The pilot test lasted six months, and was considered "a success" by the Biscay Transport Consortium. However, its implementation suffered constant delays, initially announcing that it would be introduced in 2006; the date of June 2009 was later announced, and then delayed again in late 2010 or early 2011.

Finally, and after five years of delays, in 2009 he Biscay Transport Consortium launched the Barik project.

=== Final roll-out ===
On September 29, 2011, the issuance of the first personalized Barik cards began. Since October 2011, 30,000 users have been testing the Barik card in the Bilbao Metro. Over the following months, new transportation companies were incorporated.
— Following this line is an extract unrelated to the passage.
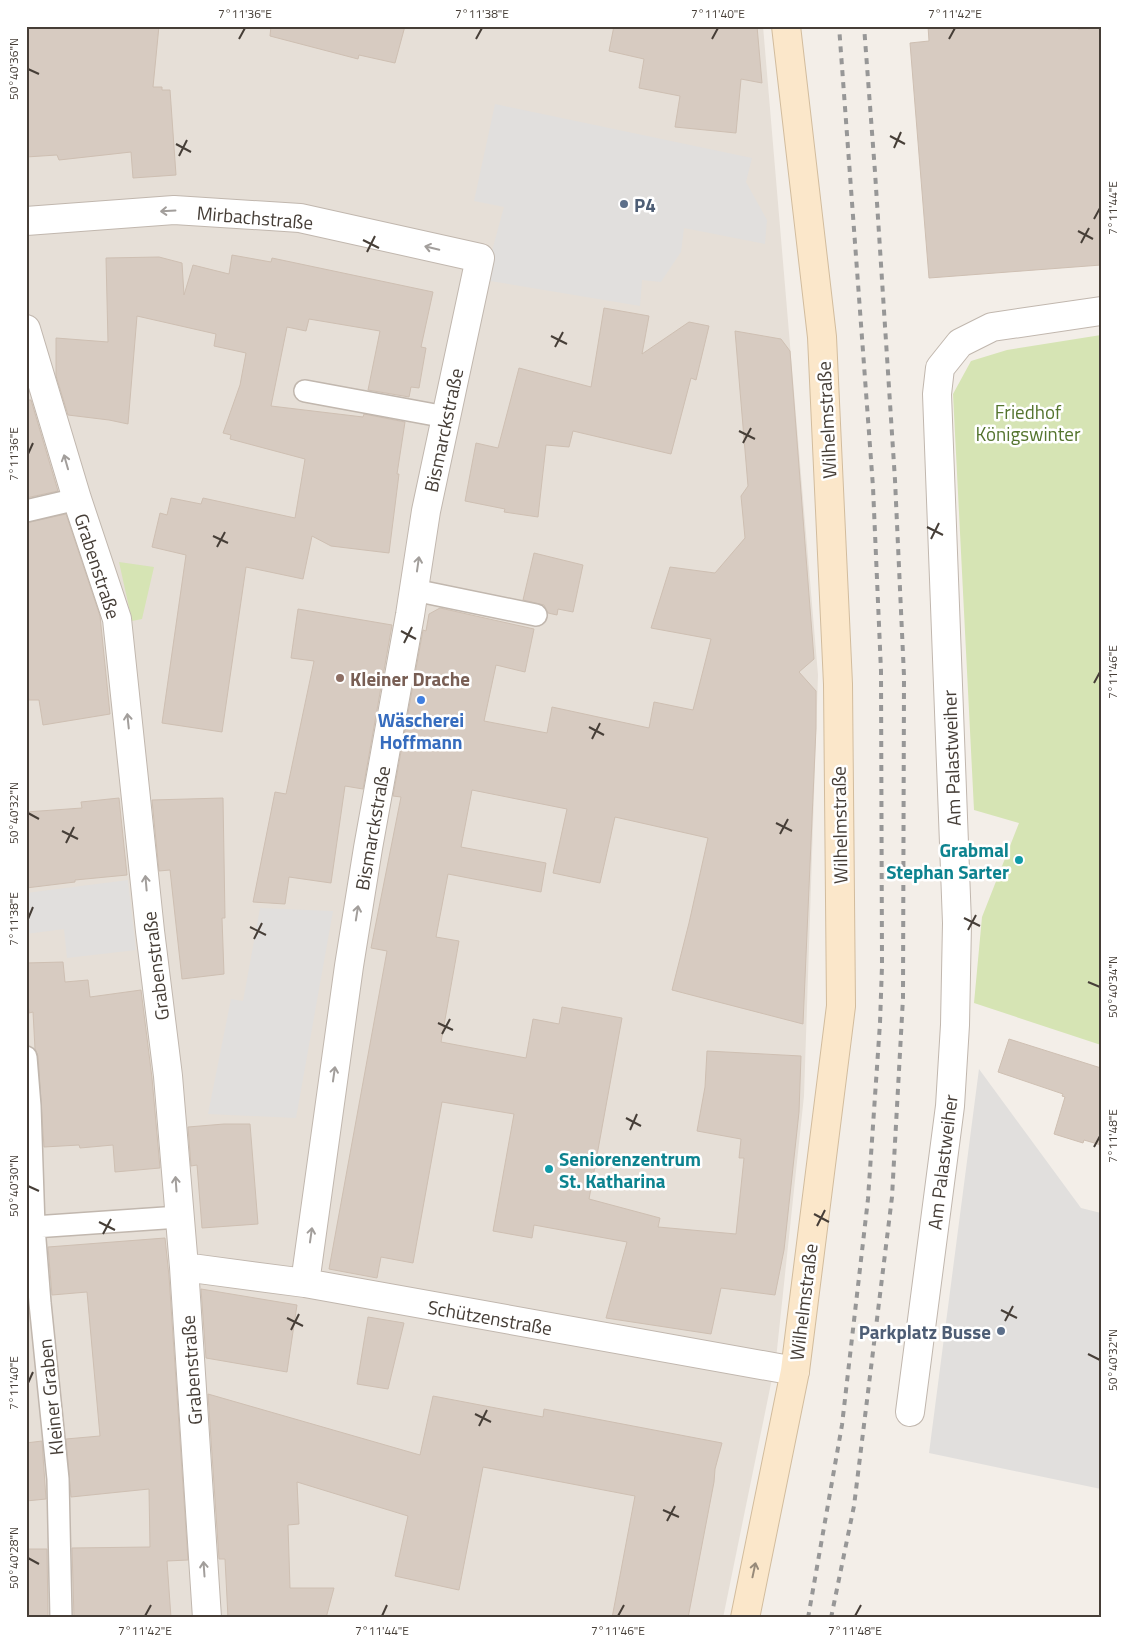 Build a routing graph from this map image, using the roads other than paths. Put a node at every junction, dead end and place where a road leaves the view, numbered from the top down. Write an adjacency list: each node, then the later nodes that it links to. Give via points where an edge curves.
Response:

The definitive implementation was from September 30, 2012, the date on which the system was opened to all users in phase, being available to the general public (last phase) on October 11, 2012. It coexisted with old paper and magnetic tickets until December 31, 2013, date in which tickets were definitively retreat.

July 2015: Extension of the original validity from four years to seven years.

December 2015: Top up via the Internet.

February 2016: Top up in NFC mobile phones.

November 2016: Pre-purchasing of the season tickets.

March 2017: CTB's new multi-modal season tickets.

== Popularity ==
In March 2014, it was announced that the one million cards were sold.

In 2014, it was announced that 100 million trips were exceeded.

In 2018, it was announced that the 80% of public transport trips are already paid with the Barik.

In 2025, the mobile Barik was implemented.

== Usage in other territories ==
Outside the territory of Biscay can be used:
- Euskotren Trena Bilbao-Donostia-Hendaia general line.
- Vitoria Tramway.
- DBUS (Donostia-San Sebastián) lines.